Real Answers from Real Pilots

Timeline advice

Hello all!
Ive been following the forum for a little bit and figured I would make my first post. Im looking for some additional advice. My situation is as such, I am currently in the military (not aviation). My retirement will be in mid 2025 at which time I will be 44. I am currently working on my ppl and want to take it all the way (regionals through majors). My question is would it be most beneficial to work on my ratings over the next 3 years, slowly accumulating time or fast track through an atp type program when I finish my military time? Is there a benefit to attending atp at that point besides the hiring and interview agreements in place? Will I get preference from regionals going through ATP?
Thanks in advance and hope everyone has a great day!
Breno

Breno,

That’s a tough one. While my first thought is if you’re over 40 you need to start training ASAP, most people find it very challenging and expensive to train part-time AND earn ALL the licenses and ratings you’ll need. Most get frustrated or simply run out of funds. If you can finish your PPL ATPs program will only take 5mos and your chances of success are far greater. Factor in their Regional agreements and Tuition Reimbursement and I’m thinking that’s the way to go.

Adam

Thanks for the reply!
I was definitely planning on having my ppl and then start the program while on my retirement leave to maximize the time. Those regional agreements I believe are key points for sure!
Thanks!
Breno

Breno,
Welcome to the forum. I agree with Adam as well. Since you’re already working on the PPL go ahead and finish that.

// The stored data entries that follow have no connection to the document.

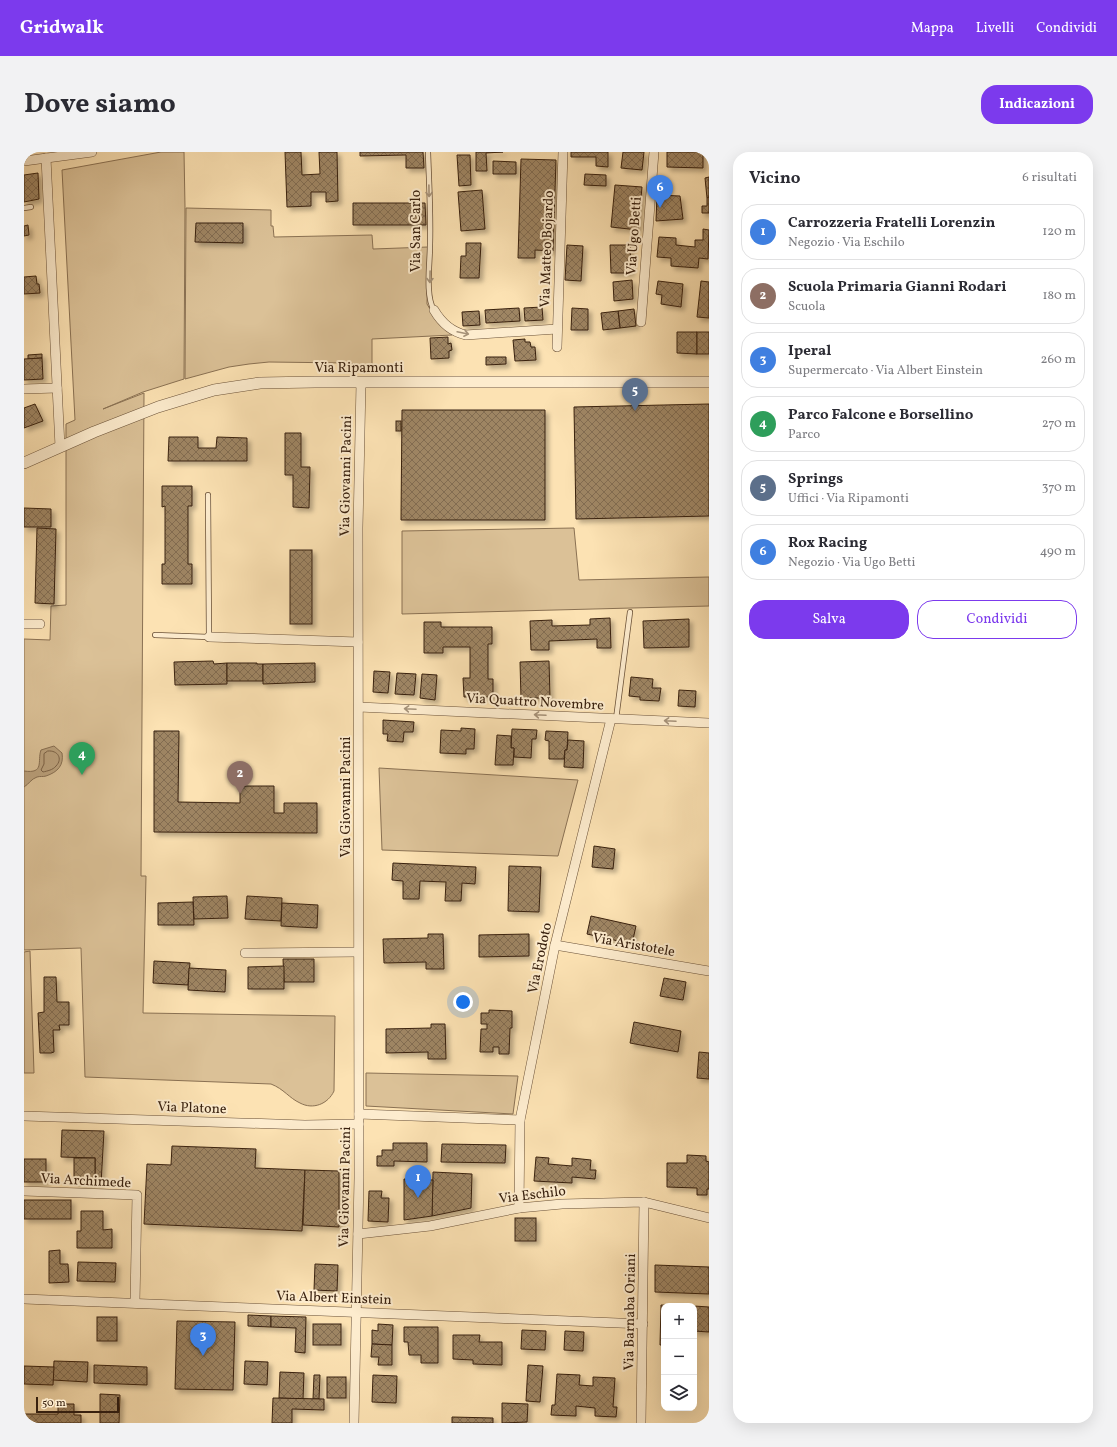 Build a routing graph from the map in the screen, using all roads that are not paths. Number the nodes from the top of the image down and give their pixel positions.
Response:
1 (92, 152) edge
2 (428, 152) edge
3 (563, 152) edge
4 (654, 152) edge
5 (69, 154) edge
6 (46, 158) junction
7 (24, 161) edge
8 (31, 207) dead end
9 (24, 208) edge
10 (434, 310) joint
11 (641, 322) dead end
12 (557, 328) junction
13 (557, 347) dead end
14 (361, 382) junction
15 (709, 382) edge
16 (57, 388) junction
17 (24, 389) edge
18 (60, 447) junction
19 (24, 463) edge
20 (208, 496) dead end
21 (630, 612) dead end
22 (24, 624) edge
23 (40, 624) dead end
24 (155, 635) dead end
25 (209, 637) junction
26 (358, 642) junction
27 (359, 707) junction
28 (613, 719) junction
29 (709, 723) edge
30 (555, 945) junction
31 (358, 952) junction
32 (245, 953) dead end
33 (709, 971) edge
34 (359, 1114) junction
35 (24, 1116) edge
36 (520, 1120) junction
37 (359, 1124) junction
38 (24, 1191) edge
39 (644, 1202) junction
40 (519, 1208) junction
41 (709, 1218) edge
42 (358, 1234) junction
43 (24, 1299) edge
44 (135, 1303) junction
45 (356, 1312) junction
46 (642, 1324) junction
47 (354, 1423) edge
48 (642, 1423) edge

1 - 5 street
2 -> 10 lane, Via San Carlo
3 - 12 street, Via Matteo Bojardo
4 - 11 street, Via Ugo Betti
5 - 6 street
6 - 7 street
6 - 16 street
8 - 9 lane
10 -> 12 street
12 - 13 street, Via Matteo Bojardo
14 - 15 street, Via Ripamonti
14 - 18 street, Via Ripamonti
14 - 26 street, Via Giovanni Pacini
16 - 17 street
16 - 18 street
18 - 19 street, Via Ripamonti
20 - 25 lane
21 - 28 lane
22 - 23 street
24 - 25 lane
25 - 26 street
26 - 27 street, Via Giovanni Pacini
28 -> 27 street, Via Quattro Novembre
27 - 31 street, Via Giovanni Pacini
29 -> 28 street, Via Quattro Novembre
28 - 30 street, Via Erodoto
30 - 33 street, Via Aristotele
30 - 36 street, Via Erodoto
31 - 32 street
31 - 34 street, Via Giovanni Pacini
34 - 36 street
34 - 37 street, Via Giovanni Pacini
35 - 37 street, Via Platone
36 - 40 street, Via Erodoto
37 - 42 street, Via Giovanni Pacini
38 - 44 street, Via Archimede
39 - 40 street, Via Eschilo
39 - 41 street, Via Eschilo
39 - 46 street, Via Barnaba Oriani
40 - 42 street, Via Eschilo
42 - 45 street, Via Giovanni Pacini
43 - 44 street, Via Albert Einstein
44 - 45 street, Via Albert Einstein
45 - 46 street, Via Albert Einstein
45 - 47 street, Via Giovanni Pacini
46 - 48 street, Via Barnaba Oriani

You’ll have to be diligent about keeping your knowledge and skills fresh over the next couple years. Or at least freshen up with a flight review or a few hours with an instructor before transitioning to ATP. You will need to come in with 78 hrs total and 8 hrs cross country PIC so factor that cost and experience in to your timeline (I’ll post the link below for all the prerequisites). ATP is the fastest, most efficient path to becoming an airline pilot. The fixed cost is something that sets it apart as well as all the all the tuition reimbursement programs. Plus upon graduation and acceptance of a CFI position, you’ll be hard pressed to find a school with the flow of students and number of hours available to fly every month. When you start applying to regionals, having ATP on your resume is an advantage. They already know you’re good at time management and will be able to handle accomplishing a heavy task (both knowledge and stick and rudder skills) to a deadline… exactly the kind of thing that shows future success in their 121 training environment.